Final answer:
The expression sin(-7 √ 58/58) simplifies to sin(-7), which strictly doesn't match any of the multiple-choice options. Given the options, the closest by approximation would be -30°, though this is not an exact match and assumes a potential typographical error in the question.
Step-by-step explanation:
The student is asking to find the degree measure for the expression sin(-7 √ 58/58). To answer this, we need to simplify the expression inside the sine function first. Since √ 58/58 is equal to √ 1, which in turn equals 1, the original expression simplifies to sin(-7). Now, -7 degrees is the measure of the angle in standard position, but sine is generally defined in terms of right triangles with acute angles, or else by the unit circle where the angle is considered in radians. However, for the sake of answering the multiple-choice question, we need to find which of the options given is closest to -7 degrees, knowing the typical acute angles associated with basic sine values.
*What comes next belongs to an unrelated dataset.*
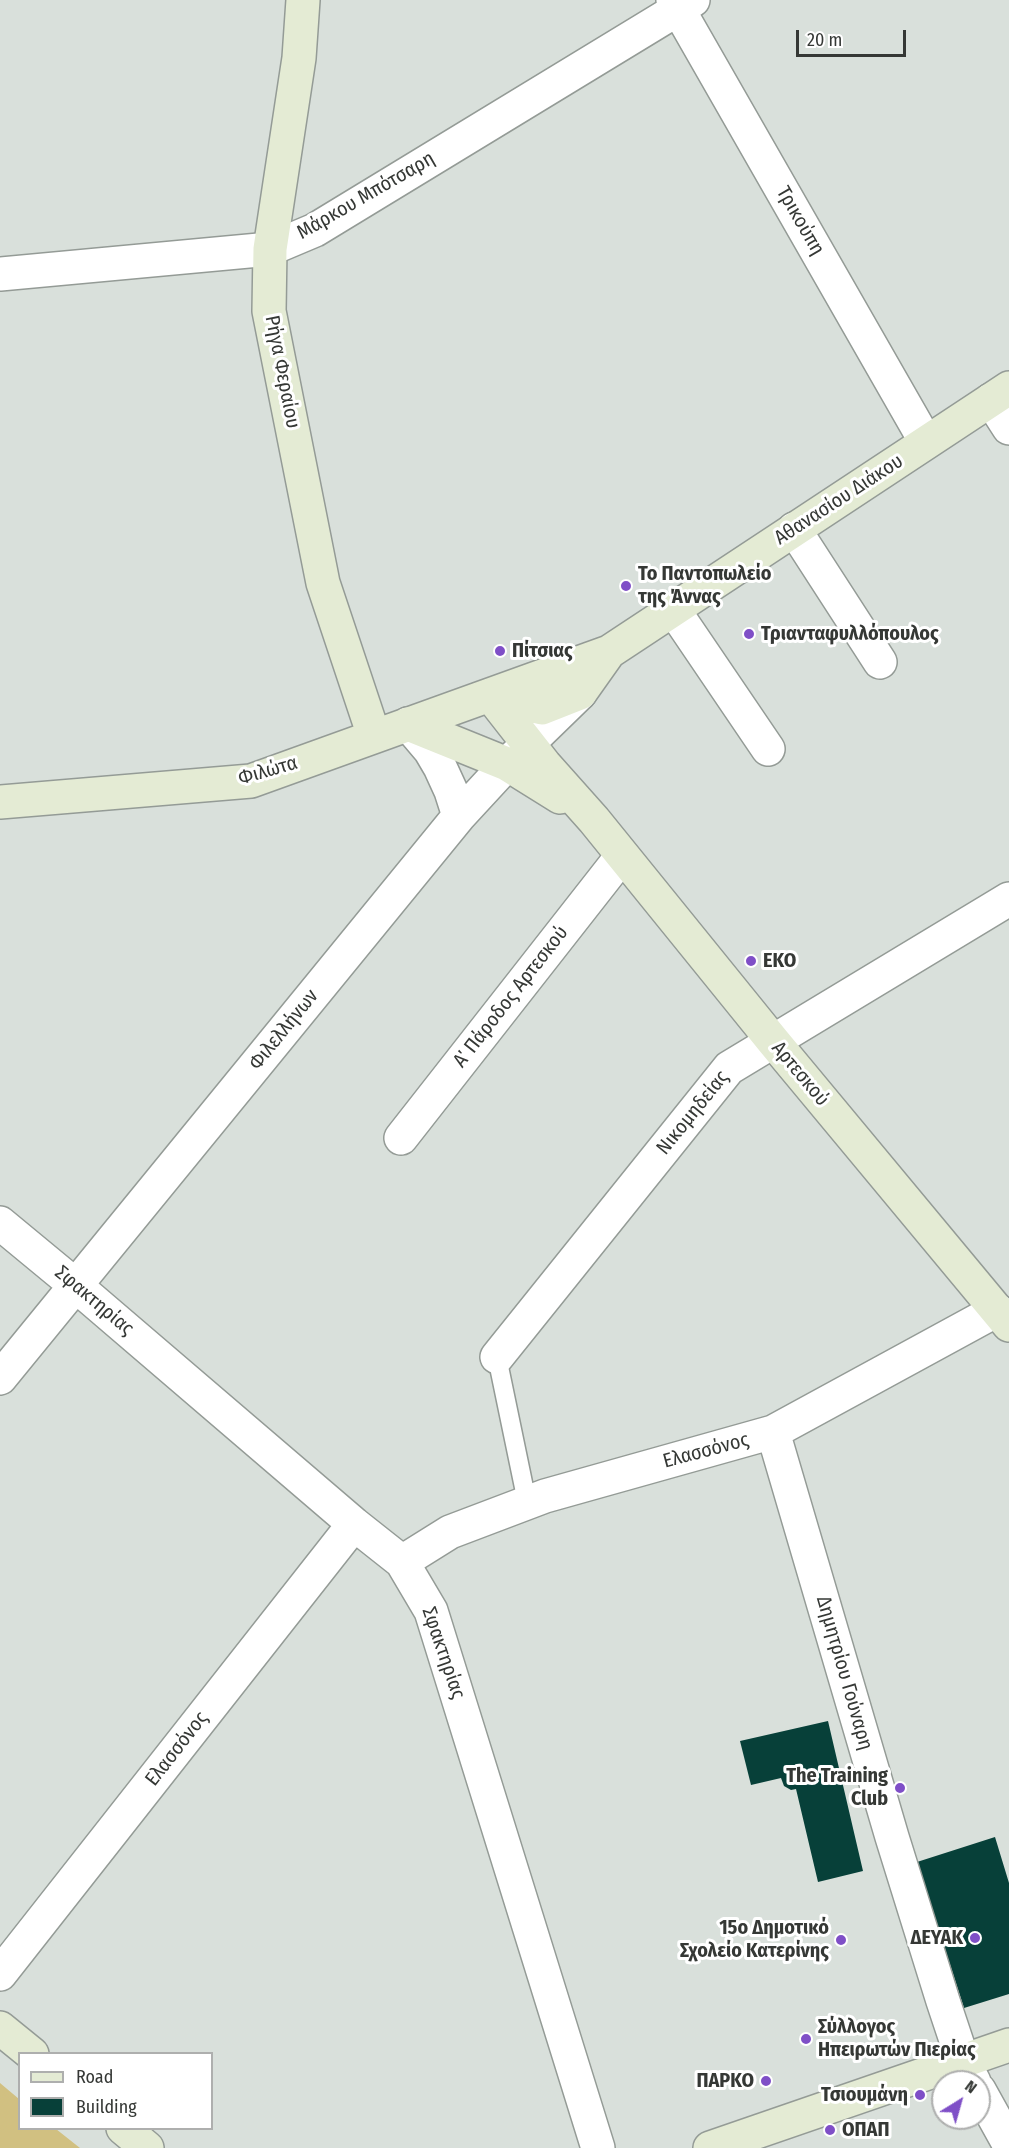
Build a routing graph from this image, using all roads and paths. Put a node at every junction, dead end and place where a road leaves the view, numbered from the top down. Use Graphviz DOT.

Since none of the given options exactly match -7 degrees, and knowing that sine can be positive or negative depending on the quadrant the angle lies in, we can consider the acute angle reference of -7 degrees, which is 7 degrees. In basic trigonometric functions, none of the provided options A) -75°, B) -60°, C) -45°, D) -30° are directly equivalent to this. However, if there is any typographical error in the question, based on the basic knowledge of trigonometry, the closest would technically be -30°, since its sine value is -1/2, and 7 degrees creates a small sine value. Hence, one could argue that option D) -30° seems the most plausible answer, though it's a rough approximation and assumes there's an error in the problem presentation.